UI Terms visual dictionary

Layouts

Sticky header

A header that stays attached to the top of the viewport as the user scrolls.

Sticky headers keep navigation reachable without forcing the user to scroll back up. CSS achieves this with `position: sticky`, which behaves like static positioning until the user scrolls past a defined offset, at which point it sticks to that offset. The same technique works vertically for a sticky sidebar that stays in view while a long article scrolls past. `position: fixed` is the older, less flexible alternative. Both are widely supported.
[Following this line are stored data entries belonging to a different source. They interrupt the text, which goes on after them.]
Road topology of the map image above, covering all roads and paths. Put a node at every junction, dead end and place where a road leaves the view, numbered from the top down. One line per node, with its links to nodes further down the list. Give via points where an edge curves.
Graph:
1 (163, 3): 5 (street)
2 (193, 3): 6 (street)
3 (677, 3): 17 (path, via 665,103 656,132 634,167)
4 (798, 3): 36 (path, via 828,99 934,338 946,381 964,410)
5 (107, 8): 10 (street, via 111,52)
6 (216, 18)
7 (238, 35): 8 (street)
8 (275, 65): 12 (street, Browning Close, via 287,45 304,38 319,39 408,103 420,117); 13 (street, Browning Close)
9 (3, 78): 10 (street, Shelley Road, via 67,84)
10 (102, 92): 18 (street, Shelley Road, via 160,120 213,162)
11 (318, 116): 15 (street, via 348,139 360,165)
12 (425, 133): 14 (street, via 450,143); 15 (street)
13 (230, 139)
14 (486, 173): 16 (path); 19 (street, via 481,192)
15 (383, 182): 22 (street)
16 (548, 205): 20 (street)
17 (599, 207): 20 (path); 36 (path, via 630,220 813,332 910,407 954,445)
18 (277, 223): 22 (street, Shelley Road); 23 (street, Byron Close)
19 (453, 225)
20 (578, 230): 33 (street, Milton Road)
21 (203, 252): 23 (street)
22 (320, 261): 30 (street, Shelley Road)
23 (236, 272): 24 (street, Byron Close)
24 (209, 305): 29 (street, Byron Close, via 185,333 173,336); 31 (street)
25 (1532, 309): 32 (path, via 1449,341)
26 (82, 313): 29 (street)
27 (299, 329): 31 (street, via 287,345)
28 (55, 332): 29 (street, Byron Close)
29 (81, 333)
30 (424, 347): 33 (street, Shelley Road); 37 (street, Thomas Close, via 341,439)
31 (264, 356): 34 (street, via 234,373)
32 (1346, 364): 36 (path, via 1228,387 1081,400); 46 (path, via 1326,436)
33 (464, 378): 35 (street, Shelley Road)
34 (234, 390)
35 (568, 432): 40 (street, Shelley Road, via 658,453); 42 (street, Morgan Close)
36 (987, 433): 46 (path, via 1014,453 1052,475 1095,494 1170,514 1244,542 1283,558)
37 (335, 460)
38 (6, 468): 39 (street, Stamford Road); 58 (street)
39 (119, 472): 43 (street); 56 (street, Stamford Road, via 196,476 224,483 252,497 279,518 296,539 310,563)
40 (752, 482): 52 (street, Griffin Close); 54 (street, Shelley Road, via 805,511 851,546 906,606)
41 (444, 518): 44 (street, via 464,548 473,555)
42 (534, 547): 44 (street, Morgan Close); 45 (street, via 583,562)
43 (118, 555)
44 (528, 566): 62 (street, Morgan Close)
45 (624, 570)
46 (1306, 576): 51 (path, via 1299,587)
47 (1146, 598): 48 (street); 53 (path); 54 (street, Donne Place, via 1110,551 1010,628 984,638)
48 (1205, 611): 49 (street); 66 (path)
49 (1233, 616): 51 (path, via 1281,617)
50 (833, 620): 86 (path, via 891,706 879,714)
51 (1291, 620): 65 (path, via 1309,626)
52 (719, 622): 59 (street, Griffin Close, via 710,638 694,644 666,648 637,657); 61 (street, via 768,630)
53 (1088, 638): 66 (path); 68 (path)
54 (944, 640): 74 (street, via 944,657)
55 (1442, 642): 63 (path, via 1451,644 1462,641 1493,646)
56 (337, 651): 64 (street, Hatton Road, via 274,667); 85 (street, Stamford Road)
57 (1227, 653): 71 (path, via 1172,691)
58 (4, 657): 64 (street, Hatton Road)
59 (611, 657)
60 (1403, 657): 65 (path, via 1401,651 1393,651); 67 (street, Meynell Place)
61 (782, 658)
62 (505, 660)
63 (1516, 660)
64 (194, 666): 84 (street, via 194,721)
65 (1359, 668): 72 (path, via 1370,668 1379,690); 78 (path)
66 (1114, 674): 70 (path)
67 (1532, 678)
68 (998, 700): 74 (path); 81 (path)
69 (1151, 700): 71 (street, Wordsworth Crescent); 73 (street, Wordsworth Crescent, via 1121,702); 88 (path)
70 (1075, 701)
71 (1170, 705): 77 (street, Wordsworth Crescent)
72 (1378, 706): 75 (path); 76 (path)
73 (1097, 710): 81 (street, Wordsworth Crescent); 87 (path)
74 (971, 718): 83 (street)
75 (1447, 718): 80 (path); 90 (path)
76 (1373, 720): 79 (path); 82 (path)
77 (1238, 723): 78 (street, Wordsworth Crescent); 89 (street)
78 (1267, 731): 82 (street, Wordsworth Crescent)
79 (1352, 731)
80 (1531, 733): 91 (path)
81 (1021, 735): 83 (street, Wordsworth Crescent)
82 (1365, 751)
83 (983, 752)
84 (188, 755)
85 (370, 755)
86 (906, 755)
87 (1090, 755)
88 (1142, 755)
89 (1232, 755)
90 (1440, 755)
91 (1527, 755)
Sticky headers are most useful on long pages where users frequently need navigation, search, or primary actions.

Also called

pinned headerfixed headersticky sidebarsticky nav

When to use

  • Long pages where users frequently need navigation or search
  • Apps where primary actions live in the header
  • Documentation and long articles with persistent section nav (as a sticky sidebar)

When not to use

  • Pages where vertical space matters more than navigation access (reading apps, photo viewers)
  • Mobile screens where the header eats limited vertical space
  • Auto-hiding the header on scroll without clear affordances to bring it back

Source

CSS `position: sticky` is Baseline 'widely available'. The pattern itself predates the CSS feature; sites used `position: fixed` or JavaScript before sticky shipped in 2016-2017.